> Task goal: An exact copy of each record is required.

Content starts

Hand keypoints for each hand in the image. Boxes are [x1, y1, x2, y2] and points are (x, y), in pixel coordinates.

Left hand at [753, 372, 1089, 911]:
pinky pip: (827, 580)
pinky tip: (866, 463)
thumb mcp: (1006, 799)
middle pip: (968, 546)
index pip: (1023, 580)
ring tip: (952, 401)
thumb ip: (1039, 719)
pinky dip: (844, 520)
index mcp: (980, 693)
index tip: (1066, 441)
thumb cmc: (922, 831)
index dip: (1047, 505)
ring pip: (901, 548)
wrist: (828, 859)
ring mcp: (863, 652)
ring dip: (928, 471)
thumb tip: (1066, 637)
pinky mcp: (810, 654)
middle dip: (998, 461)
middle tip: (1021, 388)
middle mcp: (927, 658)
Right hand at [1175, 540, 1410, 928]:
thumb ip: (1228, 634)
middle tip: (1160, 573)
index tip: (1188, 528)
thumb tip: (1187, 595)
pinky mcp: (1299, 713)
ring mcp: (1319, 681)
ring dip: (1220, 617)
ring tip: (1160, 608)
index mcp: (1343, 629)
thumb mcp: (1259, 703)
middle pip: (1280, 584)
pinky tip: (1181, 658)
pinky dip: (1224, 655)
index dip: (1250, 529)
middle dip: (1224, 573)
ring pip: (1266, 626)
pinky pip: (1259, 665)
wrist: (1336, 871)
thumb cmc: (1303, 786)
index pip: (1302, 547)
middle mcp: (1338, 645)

Content ends

> Exercise answer:
Hand keypoints for each hand in the image. Boxes are [x1, y1, x2, y2] and points are (x, y), in pixel coordinates.

Left hand at [753, 372, 1089, 911]:
pinky pip: (827, 580)
pinky tip: (866, 463)
thumb mcp: (1006, 799)
middle pip: (968, 546)
index pip: (1023, 580)
ring tip: (952, 401)
thumb ip: (1039, 719)
pinky dip: (844, 520)
index mcp: (980, 693)
index tip: (1066, 441)
thumb cmc: (922, 831)
index dip: (1047, 505)
ring pip: (901, 548)
wrist: (828, 859)
ring mcp: (863, 652)
ring dip: (928, 471)
thumb tip: (1066, 637)
pinky mcp: (810, 654)
middle dip: (998, 461)
middle tip: (1021, 388)
middle mcp: (927, 658)
Right hand at [1175, 540, 1410, 928]:
thumb ip: (1228, 634)
middle tip: (1160, 573)
index tip: (1188, 528)
thumb tip: (1187, 595)
pinky mcp: (1299, 713)
ring mcp: (1319, 681)
ring dip: (1220, 617)
ring tip: (1160, 608)
index mcp: (1343, 629)
thumb mcp: (1259, 703)
middle pip: (1280, 584)
pinky tip: (1181, 658)
pinky dip: (1224, 655)
index dip: (1250, 529)
middle dip: (1224, 573)
ring pip: (1266, 626)
pinky pip: (1259, 665)
wrist: (1336, 871)
thumb cmc: (1303, 786)
index pip: (1302, 547)
middle mcp: (1338, 645)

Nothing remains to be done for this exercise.